═════ RECORD EXCERPTS ═════

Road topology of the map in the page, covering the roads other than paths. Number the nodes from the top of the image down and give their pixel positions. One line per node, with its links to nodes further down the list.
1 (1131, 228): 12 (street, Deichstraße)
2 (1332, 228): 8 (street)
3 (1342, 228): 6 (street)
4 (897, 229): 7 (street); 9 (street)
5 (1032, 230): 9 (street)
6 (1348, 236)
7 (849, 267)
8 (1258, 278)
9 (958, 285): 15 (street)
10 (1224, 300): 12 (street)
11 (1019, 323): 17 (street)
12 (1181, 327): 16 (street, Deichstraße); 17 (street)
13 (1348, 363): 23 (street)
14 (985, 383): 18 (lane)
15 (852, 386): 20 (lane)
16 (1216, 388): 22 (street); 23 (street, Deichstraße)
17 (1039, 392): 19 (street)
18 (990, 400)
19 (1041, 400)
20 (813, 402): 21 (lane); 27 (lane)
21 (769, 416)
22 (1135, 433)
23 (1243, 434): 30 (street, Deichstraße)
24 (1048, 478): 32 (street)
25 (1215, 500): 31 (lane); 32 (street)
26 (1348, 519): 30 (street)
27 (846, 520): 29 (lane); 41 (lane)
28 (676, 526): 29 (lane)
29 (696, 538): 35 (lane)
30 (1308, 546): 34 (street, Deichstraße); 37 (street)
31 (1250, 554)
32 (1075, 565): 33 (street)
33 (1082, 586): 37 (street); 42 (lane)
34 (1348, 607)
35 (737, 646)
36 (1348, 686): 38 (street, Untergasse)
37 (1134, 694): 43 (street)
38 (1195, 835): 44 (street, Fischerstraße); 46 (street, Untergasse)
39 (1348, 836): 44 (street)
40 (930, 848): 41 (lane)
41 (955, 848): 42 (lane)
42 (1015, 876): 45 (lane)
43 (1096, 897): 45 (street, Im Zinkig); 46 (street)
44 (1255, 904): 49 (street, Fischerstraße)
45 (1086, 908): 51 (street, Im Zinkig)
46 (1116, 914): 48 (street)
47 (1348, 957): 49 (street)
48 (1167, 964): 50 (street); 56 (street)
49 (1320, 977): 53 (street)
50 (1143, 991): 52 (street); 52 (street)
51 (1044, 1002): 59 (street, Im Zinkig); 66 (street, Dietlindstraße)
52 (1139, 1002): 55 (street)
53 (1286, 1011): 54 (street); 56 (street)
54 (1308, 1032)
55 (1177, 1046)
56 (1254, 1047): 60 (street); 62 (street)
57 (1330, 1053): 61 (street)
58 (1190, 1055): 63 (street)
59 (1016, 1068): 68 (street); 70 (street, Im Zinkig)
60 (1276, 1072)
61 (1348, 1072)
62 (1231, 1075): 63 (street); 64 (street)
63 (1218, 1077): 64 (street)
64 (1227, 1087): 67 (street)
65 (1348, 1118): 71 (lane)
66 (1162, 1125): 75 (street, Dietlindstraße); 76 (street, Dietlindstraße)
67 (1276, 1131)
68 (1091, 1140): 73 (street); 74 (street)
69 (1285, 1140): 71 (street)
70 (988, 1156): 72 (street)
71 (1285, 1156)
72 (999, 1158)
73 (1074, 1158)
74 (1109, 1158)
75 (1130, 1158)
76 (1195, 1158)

═════

• **EXERCISE GOAL**
Would you repeat each line above exactly as it stands?

• **RESPONSE FOR THIS EXERCISE**
Road topology of the map in the page, covering the roads other than paths. Number the nodes from the top of the image down and give their pixel positions. One line per node, with its links to nodes further down the list.
1 (1131, 228): 12 (street, Deichstraße)
2 (1332, 228): 8 (street)
3 (1342, 228): 6 (street)
4 (897, 229): 7 (street); 9 (street)
5 (1032, 230): 9 (street)
6 (1348, 236)
7 (849, 267)
8 (1258, 278)
9 (958, 285): 15 (street)
10 (1224, 300): 12 (street)
11 (1019, 323): 17 (street)
12 (1181, 327): 16 (street, Deichstraße); 17 (street)
13 (1348, 363): 23 (street)
14 (985, 383): 18 (lane)
15 (852, 386): 20 (lane)
16 (1216, 388): 22 (street); 23 (street, Deichstraße)
17 (1039, 392): 19 (street)
18 (990, 400)
19 (1041, 400)
20 (813, 402): 21 (lane); 27 (lane)
21 (769, 416)
22 (1135, 433)
23 (1243, 434): 30 (street, Deichstraße)
24 (1048, 478): 32 (street)
25 (1215, 500): 31 (lane); 32 (street)
26 (1348, 519): 30 (street)
27 (846, 520): 29 (lane); 41 (lane)
28 (676, 526): 29 (lane)
29 (696, 538): 35 (lane)
30 (1308, 546): 34 (street, Deichstraße); 37 (street)
31 (1250, 554)
32 (1075, 565): 33 (street)
33 (1082, 586): 37 (street); 42 (lane)
34 (1348, 607)
35 (737, 646)
36 (1348, 686): 38 (street, Untergasse)
37 (1134, 694): 43 (street)
38 (1195, 835): 44 (street, Fischerstraße); 46 (street, Untergasse)
39 (1348, 836): 44 (street)
40 (930, 848): 41 (lane)
41 (955, 848): 42 (lane)
42 (1015, 876): 45 (lane)
43 (1096, 897): 45 (street, Im Zinkig); 46 (street)
44 (1255, 904): 49 (street, Fischerstraße)
45 (1086, 908): 51 (street, Im Zinkig)
46 (1116, 914): 48 (street)
47 (1348, 957): 49 (street)
48 (1167, 964): 50 (street); 56 (street)
49 (1320, 977): 53 (street)
50 (1143, 991): 52 (street); 52 (street)
51 (1044, 1002): 59 (street, Im Zinkig); 66 (street, Dietlindstraße)
52 (1139, 1002): 55 (street)
53 (1286, 1011): 54 (street); 56 (street)
54 (1308, 1032)
55 (1177, 1046)
56 (1254, 1047): 60 (street); 62 (street)
57 (1330, 1053): 61 (street)
58 (1190, 1055): 63 (street)
59 (1016, 1068): 68 (street); 70 (street, Im Zinkig)
60 (1276, 1072)
61 (1348, 1072)
62 (1231, 1075): 63 (street); 64 (street)
63 (1218, 1077): 64 (street)
64 (1227, 1087): 67 (street)
65 (1348, 1118): 71 (lane)
66 (1162, 1125): 75 (street, Dietlindstraße); 76 (street, Dietlindstraße)
67 (1276, 1131)
68 (1091, 1140): 73 (street); 74 (street)
69 (1285, 1140): 71 (street)
70 (988, 1156): 72 (street)
71 (1285, 1156)
72 (999, 1158)
73 (1074, 1158)
74 (1109, 1158)
75 (1130, 1158)
76 (1195, 1158)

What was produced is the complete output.